Davis-Besse, which began operating in 1977, was not designed with
the idea that the head would be replaced; technicians would have to
cut a bigger hole in the steel-reinforced concrete containment
building to get the new head into it.
The company has not said what the job will cost, but Duke Power
Company, which operates three reactors similar to Davis-Besse, plans
to replace the heads of all three for about $20 million. FirstEnergy
could spend nearly that much each month for electricity from
alternative sources if it must wait for the replacement part.
Because of the discovery at Davis-Besse, the regulatory
commission ordered a dozen other plants to report back within two
weeks and prove that inspections they have done in the past would
have found any corrosion.
The inspection cannot be done while the plant is running, and if
the utilities cannot convince the commission, they presumably face
shutdowns of perhaps several weeks just for the checks.

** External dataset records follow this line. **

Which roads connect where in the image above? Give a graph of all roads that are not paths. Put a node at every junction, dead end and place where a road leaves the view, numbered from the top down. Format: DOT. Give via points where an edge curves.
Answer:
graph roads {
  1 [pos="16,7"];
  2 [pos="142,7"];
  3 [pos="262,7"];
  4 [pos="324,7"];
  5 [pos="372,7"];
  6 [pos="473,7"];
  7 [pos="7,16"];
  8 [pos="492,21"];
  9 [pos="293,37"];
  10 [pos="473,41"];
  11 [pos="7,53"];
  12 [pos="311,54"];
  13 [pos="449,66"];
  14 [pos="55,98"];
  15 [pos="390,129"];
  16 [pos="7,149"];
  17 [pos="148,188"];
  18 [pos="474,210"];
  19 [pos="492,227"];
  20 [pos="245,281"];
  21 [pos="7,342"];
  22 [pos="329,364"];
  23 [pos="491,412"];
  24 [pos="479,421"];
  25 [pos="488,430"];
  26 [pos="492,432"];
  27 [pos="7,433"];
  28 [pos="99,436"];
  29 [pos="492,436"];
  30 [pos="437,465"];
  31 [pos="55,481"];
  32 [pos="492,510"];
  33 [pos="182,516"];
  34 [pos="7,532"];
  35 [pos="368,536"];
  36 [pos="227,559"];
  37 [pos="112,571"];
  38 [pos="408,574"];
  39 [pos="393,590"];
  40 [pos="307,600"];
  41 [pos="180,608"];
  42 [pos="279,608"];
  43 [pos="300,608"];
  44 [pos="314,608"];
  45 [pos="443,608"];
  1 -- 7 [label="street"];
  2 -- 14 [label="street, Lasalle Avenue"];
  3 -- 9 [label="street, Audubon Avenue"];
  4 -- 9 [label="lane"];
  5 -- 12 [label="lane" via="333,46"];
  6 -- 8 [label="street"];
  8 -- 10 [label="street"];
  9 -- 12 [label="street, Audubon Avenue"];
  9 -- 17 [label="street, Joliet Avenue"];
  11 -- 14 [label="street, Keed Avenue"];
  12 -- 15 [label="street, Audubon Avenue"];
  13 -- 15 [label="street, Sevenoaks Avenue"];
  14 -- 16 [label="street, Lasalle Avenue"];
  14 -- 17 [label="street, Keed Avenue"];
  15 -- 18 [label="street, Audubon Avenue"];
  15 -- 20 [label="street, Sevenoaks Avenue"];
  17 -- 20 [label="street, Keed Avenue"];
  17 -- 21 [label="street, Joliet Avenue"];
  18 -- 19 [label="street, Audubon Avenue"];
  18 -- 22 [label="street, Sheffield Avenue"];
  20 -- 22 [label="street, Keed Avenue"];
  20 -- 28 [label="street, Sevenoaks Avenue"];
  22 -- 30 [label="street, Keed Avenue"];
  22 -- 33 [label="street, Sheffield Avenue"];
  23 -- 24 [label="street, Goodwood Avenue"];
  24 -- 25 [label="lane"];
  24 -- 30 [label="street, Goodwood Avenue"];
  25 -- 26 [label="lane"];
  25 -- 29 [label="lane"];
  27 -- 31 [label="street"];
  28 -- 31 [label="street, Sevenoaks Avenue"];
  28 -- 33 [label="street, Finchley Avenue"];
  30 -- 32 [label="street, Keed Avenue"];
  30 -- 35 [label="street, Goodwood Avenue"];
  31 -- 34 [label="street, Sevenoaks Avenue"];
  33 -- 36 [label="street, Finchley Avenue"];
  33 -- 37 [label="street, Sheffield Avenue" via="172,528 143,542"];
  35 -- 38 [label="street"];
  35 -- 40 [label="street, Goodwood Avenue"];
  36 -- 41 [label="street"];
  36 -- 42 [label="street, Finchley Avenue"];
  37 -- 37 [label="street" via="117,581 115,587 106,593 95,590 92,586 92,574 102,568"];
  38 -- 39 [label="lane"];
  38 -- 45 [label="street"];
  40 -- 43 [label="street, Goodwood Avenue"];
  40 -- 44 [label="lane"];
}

Such shutdowns occurred intermittently in the 1970's and 80's but
have become extremely rare as reactors have improved their
reliability.
The industry is hopeful, however, that inspections it began under
commission orders several years ago, to look for leaks, would have
found any similar cases. Those inspections began after the heads of
French reactors showed signs of leaks and corrosion.
"It could be something unique to Davis-Besse," said Alexander
Marion, director of engineering at the Nuclear Energy Institute, the
industry's trade association. A goal for the investigation at the
plant, he said, would be to find out not only why the corrosion
occurred but also why it was not noticed sooner.
"The plants are getting older and we're starting to see these
kinds of problems," Mr. Marion said.